Fairfield Twp. Administrator Julie Vonderhaar said non-essential personnel — the service, administration and fiscal offices — is divided in half, with a rotation of two groups.
“That way, if one group ends up sick, the other can work so we aren’t all exposed at once,” she said. “We are all cross-trained so that we have redundancies in place. We are being very smart with the focus to keep employees and residents as safe as possible.”
If necessary, they all have office staff with the ability to work remotely from home, Vonderhaar said.
The city of Fairfield, which maintains its own water and sewer facilities, will not shut off any services to city residents. Still, Wendling said the city won’t do any shutoffs through May 5 if they’re delinquent on their accounts. Distribution operators will have the intake operators “so we can maintain the status of the ongoing operations of the plants,” he said.

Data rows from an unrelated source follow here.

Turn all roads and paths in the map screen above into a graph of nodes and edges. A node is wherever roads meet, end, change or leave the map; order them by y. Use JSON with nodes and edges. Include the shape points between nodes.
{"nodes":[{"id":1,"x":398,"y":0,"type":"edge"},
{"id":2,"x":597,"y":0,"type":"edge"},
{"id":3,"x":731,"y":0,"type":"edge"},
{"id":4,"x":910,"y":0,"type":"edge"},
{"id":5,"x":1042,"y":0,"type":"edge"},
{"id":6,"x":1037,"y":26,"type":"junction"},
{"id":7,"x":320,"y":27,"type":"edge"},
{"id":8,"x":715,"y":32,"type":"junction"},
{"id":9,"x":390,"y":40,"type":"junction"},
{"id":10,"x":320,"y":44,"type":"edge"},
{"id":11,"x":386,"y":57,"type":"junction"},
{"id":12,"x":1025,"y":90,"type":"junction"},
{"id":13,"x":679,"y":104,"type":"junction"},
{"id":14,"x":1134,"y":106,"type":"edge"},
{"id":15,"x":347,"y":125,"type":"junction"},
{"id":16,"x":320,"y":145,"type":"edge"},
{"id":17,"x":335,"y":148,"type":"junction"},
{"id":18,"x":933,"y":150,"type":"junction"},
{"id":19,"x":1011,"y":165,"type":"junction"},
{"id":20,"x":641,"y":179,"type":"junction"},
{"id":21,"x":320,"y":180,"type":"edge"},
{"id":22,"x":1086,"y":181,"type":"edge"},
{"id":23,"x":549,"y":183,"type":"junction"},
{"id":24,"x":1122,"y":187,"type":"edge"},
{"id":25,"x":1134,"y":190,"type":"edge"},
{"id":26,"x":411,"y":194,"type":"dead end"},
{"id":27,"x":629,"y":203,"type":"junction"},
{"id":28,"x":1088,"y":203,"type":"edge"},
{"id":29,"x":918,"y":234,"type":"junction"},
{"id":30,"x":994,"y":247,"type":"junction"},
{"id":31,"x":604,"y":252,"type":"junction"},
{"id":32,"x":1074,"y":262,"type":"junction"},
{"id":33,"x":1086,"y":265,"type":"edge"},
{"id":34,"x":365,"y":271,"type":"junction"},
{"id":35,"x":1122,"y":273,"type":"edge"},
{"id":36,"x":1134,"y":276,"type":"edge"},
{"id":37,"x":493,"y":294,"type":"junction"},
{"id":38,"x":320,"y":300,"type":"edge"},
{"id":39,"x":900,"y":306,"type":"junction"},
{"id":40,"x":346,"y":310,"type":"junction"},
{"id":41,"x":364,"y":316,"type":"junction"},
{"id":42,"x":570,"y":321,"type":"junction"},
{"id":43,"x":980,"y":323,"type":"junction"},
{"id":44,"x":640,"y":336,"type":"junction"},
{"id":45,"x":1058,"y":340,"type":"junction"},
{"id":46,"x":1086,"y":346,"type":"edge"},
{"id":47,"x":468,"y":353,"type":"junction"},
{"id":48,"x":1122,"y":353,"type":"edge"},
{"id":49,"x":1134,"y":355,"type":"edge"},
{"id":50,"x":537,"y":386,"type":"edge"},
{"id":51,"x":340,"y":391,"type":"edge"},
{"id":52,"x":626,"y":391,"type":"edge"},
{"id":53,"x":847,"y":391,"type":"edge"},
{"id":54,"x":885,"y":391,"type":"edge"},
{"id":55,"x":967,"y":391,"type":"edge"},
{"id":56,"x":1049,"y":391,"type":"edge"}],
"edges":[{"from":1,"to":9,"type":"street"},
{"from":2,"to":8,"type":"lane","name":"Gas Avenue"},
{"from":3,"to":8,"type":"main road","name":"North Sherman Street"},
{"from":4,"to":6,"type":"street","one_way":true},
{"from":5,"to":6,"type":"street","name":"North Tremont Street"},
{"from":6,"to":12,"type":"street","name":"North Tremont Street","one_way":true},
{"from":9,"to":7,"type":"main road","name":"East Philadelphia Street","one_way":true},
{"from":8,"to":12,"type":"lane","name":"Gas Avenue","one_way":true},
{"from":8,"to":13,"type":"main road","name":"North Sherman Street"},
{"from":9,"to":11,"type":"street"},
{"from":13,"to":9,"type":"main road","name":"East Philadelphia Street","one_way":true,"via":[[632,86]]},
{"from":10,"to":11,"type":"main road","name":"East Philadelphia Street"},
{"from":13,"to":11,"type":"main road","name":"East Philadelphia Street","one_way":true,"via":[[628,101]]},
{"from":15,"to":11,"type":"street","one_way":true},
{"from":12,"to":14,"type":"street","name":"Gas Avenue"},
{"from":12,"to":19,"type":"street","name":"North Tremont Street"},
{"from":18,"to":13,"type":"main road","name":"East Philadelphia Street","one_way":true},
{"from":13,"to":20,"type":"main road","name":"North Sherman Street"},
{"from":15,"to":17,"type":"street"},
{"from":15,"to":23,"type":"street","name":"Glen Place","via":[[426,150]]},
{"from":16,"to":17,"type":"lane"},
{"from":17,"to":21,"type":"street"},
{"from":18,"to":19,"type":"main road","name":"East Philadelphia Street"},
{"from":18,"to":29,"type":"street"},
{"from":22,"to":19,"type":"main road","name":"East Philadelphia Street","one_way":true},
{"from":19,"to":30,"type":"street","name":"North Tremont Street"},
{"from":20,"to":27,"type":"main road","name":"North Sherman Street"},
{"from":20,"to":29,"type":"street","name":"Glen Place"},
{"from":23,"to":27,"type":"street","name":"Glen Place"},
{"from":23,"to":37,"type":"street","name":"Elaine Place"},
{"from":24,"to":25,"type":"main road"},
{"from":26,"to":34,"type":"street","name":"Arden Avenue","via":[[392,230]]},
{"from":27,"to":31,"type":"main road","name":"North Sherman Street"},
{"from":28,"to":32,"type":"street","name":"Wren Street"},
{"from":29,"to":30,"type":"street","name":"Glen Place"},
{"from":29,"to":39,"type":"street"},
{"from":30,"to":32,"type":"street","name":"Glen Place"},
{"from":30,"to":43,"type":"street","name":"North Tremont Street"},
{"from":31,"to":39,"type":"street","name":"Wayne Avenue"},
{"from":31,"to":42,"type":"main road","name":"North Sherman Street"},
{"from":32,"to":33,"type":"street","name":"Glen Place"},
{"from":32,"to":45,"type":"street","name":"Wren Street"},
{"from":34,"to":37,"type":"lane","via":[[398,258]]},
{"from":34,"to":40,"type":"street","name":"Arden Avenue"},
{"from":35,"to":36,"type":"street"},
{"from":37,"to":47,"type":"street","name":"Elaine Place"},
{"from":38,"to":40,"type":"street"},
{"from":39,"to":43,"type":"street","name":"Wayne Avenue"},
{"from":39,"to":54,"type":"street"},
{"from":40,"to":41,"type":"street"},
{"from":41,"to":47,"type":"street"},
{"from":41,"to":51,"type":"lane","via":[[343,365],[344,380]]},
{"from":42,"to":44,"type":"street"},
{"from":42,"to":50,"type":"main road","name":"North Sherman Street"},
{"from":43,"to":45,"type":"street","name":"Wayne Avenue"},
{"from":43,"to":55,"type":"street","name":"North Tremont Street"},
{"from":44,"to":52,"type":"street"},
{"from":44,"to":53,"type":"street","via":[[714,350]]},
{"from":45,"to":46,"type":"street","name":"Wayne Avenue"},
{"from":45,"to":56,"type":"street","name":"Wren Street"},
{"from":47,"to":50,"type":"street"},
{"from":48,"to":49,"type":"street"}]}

Wendling said there is no evidence that the COVID-19 virus survives in drinking water or wastewater.
The only thing shut down in the city is the Community Arts Center programming, but parks administration will be reporting for work.
Parks administration is reporting for work, but for the Fairfield Municipal Building and the Municipal Building Annex, the city is “encouraging people whenever they can to file or do their business online, to use the dropbox or to call on the phone to minimize coming in here if at all possible. But we have not decided to shut down completely, that is something we are monitoring constantly,” Wendling said.
Fairfield city and township police will respond to homes for non-emergency calls, but are asking residents to meet them outside their homes.
Keeping government functions operational is important, Vonderhaar and Wendling said.
“When the cards are down, people expect their government leaders to be at work,” Wendling said.
Vonderhaar said she’ll do what it takes to make sure the township remains operational.
“Rest assured, I will run the office alone if need be to protect the employees and help the township,” she said.